▸ **Assignment**:
When a line of the entries contains "italic", please list that line.

+++ Data for review

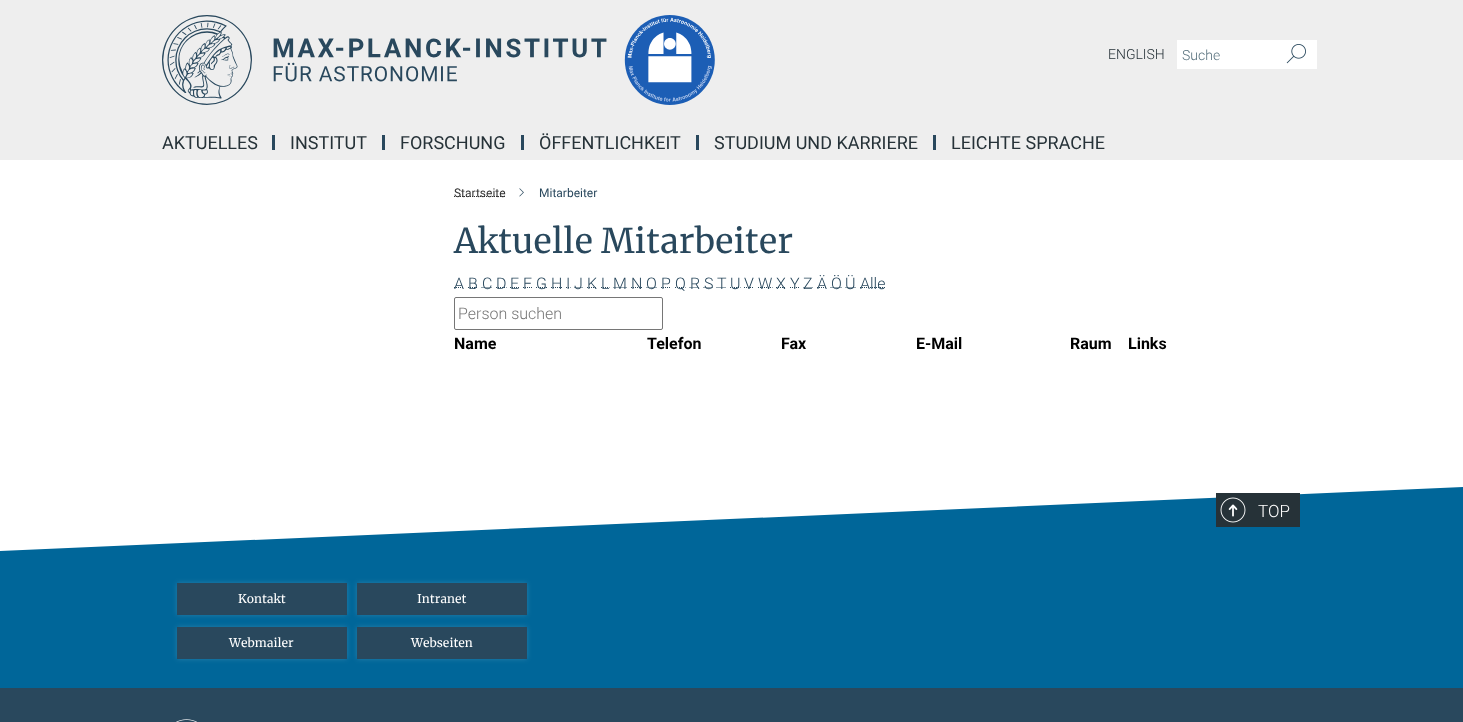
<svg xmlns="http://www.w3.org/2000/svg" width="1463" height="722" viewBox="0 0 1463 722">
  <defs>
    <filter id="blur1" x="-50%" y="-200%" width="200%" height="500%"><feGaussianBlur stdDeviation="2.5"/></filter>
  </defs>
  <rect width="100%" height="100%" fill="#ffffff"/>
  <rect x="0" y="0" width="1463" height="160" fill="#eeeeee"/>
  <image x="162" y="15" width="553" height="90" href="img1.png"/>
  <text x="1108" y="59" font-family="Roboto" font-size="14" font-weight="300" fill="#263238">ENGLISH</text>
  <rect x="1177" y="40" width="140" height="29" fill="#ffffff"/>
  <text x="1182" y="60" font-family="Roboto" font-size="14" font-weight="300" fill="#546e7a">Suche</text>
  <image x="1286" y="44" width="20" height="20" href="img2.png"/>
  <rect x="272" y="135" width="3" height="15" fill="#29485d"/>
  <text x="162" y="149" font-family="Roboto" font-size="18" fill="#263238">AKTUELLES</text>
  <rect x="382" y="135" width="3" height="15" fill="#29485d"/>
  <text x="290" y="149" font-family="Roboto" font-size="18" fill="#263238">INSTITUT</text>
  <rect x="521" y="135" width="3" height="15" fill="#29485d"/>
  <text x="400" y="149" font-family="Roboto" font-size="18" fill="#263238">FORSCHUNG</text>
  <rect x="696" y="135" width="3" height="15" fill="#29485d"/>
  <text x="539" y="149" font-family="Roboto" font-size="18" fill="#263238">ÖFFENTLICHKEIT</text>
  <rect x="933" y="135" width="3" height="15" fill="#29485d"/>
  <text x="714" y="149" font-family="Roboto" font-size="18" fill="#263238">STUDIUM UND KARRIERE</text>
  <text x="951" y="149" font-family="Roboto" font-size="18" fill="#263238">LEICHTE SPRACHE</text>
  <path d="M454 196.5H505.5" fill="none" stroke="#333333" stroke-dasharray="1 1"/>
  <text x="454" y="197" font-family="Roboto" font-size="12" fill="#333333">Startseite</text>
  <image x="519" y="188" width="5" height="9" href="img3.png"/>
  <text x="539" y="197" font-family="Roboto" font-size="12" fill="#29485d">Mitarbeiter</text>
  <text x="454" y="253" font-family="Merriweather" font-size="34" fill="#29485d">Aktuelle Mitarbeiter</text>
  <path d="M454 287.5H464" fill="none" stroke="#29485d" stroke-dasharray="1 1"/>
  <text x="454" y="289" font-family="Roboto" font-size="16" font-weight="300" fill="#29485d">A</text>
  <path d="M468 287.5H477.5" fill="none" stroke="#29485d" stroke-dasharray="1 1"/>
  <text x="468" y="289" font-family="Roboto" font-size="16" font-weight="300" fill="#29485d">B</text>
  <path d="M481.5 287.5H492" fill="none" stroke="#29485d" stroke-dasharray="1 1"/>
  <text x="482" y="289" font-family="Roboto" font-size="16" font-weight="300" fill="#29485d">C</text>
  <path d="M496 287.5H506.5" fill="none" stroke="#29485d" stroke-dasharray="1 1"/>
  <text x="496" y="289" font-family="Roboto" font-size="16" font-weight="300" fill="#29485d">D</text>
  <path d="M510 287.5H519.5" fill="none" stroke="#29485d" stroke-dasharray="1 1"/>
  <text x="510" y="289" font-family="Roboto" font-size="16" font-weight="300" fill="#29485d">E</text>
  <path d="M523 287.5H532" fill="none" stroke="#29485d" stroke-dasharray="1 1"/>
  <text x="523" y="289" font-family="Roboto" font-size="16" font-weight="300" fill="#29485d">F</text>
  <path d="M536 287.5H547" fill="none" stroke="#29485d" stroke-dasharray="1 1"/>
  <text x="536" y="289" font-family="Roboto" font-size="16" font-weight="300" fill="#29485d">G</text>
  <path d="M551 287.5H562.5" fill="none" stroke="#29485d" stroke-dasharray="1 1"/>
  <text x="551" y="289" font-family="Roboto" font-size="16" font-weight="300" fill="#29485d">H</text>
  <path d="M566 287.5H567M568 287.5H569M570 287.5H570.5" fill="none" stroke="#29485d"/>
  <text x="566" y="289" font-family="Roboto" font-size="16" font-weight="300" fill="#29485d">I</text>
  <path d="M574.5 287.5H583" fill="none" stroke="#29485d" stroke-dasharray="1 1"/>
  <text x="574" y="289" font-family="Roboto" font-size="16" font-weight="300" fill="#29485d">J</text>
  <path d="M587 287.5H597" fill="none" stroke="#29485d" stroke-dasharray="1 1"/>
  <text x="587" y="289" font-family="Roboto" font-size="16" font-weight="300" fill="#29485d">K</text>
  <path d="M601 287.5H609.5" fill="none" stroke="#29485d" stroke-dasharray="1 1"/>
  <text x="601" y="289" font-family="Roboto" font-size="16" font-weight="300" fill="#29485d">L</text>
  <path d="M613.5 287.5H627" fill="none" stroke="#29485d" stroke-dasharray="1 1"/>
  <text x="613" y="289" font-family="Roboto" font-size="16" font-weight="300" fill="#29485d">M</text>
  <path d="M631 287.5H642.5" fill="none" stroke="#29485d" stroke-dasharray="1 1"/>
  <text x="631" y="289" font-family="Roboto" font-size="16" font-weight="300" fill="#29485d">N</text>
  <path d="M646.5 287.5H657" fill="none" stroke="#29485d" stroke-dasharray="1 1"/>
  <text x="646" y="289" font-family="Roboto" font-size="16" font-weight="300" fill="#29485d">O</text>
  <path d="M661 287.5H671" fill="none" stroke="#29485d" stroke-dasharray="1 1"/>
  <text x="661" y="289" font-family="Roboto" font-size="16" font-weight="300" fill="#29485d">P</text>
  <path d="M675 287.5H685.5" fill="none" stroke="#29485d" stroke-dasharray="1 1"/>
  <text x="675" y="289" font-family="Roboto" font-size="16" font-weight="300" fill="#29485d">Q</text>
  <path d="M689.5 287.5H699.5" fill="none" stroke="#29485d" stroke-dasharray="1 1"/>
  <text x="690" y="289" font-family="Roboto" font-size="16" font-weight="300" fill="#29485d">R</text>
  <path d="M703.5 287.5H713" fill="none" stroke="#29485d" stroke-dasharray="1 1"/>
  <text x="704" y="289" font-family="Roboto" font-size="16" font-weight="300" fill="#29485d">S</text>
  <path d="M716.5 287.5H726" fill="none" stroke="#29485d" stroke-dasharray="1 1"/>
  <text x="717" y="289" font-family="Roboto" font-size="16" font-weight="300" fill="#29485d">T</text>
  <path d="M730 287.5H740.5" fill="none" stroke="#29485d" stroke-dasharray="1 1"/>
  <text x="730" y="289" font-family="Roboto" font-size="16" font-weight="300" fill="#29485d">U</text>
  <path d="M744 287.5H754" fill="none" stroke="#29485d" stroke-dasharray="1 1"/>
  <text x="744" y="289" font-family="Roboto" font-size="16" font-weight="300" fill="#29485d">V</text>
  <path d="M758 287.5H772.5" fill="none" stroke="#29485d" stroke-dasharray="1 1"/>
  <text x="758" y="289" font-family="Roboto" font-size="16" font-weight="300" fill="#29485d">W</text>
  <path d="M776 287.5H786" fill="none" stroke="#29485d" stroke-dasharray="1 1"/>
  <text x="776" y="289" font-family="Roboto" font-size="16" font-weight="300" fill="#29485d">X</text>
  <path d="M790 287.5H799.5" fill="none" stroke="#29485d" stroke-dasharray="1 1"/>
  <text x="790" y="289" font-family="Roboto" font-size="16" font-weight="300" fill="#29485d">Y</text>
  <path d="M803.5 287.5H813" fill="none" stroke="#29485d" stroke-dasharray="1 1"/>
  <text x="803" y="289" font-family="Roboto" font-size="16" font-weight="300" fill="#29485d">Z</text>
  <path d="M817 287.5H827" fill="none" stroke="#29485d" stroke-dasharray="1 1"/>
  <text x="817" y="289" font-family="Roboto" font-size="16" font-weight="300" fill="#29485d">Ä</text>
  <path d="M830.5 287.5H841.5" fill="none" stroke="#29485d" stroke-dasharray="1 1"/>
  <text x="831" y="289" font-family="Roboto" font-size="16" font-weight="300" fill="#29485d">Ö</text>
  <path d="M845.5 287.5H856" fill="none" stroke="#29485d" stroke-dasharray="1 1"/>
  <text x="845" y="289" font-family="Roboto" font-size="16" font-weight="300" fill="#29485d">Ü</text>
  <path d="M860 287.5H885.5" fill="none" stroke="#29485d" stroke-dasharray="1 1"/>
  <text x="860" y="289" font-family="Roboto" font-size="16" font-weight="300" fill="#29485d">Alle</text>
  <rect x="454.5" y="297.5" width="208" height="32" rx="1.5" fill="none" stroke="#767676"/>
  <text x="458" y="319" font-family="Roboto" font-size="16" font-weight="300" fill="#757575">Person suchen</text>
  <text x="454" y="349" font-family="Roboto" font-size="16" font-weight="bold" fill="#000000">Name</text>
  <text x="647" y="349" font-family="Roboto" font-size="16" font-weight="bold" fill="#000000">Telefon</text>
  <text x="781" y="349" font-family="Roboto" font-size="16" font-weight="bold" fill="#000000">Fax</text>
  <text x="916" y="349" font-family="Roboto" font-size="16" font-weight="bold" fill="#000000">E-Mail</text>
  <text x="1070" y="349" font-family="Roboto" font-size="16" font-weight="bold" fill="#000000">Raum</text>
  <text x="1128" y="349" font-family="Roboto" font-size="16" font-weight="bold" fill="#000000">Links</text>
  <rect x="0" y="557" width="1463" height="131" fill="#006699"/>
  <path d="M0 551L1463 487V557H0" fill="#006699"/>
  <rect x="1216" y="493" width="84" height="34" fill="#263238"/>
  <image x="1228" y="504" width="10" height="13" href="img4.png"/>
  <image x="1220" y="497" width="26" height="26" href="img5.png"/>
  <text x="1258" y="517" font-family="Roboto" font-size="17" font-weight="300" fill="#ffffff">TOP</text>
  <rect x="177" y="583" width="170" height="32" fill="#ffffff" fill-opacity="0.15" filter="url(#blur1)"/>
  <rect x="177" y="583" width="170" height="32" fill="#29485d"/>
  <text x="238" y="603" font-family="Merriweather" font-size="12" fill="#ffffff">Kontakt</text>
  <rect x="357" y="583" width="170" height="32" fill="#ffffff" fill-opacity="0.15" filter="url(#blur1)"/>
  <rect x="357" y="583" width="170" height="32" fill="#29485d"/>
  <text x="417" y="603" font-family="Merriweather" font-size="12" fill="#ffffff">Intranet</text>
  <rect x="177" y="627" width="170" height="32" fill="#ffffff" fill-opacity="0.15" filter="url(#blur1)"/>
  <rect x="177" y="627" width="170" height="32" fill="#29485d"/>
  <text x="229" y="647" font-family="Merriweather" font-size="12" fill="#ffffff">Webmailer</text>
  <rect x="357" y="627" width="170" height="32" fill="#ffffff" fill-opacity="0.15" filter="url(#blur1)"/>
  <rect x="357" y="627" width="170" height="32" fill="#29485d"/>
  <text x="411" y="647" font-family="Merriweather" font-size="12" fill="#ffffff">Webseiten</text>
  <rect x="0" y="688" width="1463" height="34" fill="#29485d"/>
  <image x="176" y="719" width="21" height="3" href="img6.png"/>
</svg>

++++++
+++ Data for review

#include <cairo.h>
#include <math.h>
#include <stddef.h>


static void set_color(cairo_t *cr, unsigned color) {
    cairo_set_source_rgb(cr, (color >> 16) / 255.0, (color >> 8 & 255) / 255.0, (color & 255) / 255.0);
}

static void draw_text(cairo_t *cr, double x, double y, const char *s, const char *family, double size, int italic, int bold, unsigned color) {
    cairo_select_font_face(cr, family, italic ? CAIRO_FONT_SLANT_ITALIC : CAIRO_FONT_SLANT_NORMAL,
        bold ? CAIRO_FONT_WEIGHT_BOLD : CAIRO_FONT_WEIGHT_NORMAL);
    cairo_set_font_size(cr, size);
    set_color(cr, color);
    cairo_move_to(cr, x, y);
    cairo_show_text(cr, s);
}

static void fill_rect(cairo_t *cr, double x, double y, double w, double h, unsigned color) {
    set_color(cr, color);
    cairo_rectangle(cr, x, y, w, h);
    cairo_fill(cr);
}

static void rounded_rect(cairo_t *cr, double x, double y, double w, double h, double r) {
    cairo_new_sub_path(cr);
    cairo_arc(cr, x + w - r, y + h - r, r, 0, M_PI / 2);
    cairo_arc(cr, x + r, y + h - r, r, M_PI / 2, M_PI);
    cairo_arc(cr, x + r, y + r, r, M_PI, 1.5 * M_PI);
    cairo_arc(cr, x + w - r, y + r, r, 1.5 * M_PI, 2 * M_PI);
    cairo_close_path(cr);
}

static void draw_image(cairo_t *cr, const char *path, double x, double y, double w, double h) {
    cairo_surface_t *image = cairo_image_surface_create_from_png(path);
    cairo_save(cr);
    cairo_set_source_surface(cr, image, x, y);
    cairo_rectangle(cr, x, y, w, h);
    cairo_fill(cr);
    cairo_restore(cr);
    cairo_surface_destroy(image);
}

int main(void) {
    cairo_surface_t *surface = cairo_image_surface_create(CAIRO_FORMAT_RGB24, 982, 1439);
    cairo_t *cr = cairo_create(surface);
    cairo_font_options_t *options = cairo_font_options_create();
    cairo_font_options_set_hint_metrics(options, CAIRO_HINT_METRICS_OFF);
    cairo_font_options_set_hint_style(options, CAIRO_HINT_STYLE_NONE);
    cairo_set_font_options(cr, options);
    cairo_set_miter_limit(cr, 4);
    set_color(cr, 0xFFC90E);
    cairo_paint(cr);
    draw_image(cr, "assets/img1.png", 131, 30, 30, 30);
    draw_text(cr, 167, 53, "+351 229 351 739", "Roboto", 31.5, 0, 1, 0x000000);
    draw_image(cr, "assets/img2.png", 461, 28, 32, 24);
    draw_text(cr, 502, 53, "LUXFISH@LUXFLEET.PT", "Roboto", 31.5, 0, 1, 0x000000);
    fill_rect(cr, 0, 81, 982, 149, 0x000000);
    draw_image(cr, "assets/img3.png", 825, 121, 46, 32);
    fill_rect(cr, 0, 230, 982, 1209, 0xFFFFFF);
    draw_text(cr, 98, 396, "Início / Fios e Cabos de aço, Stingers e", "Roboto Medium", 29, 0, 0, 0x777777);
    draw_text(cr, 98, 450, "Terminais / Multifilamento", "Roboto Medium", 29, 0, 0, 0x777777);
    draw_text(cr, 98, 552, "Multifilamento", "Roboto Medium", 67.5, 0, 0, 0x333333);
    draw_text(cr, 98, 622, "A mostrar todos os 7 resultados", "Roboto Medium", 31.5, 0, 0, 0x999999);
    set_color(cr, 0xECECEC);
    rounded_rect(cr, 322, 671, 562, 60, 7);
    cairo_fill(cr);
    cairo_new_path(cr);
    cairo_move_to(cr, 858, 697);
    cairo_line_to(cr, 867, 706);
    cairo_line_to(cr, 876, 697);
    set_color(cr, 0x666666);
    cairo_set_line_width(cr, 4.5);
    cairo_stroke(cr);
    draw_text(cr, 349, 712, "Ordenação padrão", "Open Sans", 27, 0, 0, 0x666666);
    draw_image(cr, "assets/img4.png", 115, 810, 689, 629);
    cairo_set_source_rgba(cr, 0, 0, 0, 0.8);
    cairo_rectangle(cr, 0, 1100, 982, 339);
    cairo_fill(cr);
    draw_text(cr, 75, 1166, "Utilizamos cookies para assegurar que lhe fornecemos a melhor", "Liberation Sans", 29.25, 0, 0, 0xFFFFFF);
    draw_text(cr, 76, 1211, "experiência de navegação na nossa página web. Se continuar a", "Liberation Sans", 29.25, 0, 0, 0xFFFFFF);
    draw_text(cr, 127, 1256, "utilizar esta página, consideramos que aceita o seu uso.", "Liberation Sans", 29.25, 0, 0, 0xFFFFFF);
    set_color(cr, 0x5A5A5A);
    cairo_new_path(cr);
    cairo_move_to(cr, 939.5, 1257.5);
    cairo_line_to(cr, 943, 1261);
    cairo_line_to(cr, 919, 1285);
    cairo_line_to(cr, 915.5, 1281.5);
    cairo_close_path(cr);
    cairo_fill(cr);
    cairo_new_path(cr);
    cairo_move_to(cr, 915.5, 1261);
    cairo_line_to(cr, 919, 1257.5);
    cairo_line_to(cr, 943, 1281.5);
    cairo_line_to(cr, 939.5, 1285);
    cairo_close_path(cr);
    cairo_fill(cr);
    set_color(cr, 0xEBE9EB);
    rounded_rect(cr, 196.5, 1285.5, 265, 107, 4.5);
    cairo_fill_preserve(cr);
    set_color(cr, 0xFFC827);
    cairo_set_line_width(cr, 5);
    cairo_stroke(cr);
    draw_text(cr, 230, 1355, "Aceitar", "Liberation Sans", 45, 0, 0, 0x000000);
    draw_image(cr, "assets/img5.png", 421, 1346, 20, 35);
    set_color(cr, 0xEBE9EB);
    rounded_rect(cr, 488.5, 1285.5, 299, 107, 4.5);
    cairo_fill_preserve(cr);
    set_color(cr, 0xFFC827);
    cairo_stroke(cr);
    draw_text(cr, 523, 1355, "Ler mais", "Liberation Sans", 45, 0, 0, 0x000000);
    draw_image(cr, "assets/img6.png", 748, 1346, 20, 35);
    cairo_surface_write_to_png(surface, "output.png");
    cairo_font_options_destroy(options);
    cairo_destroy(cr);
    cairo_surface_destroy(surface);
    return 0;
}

++++++

▸ **Result below**:
static void draw_text(cairo_t *cr, double x, double y, const char *s, const char *family, double size, int italic, int bold, unsigned color) {
    cairo_select_font_face(cr, family, italic ? CAIRO_FONT_SLANT_ITALIC : CAIRO_FONT_SLANT_NORMAL,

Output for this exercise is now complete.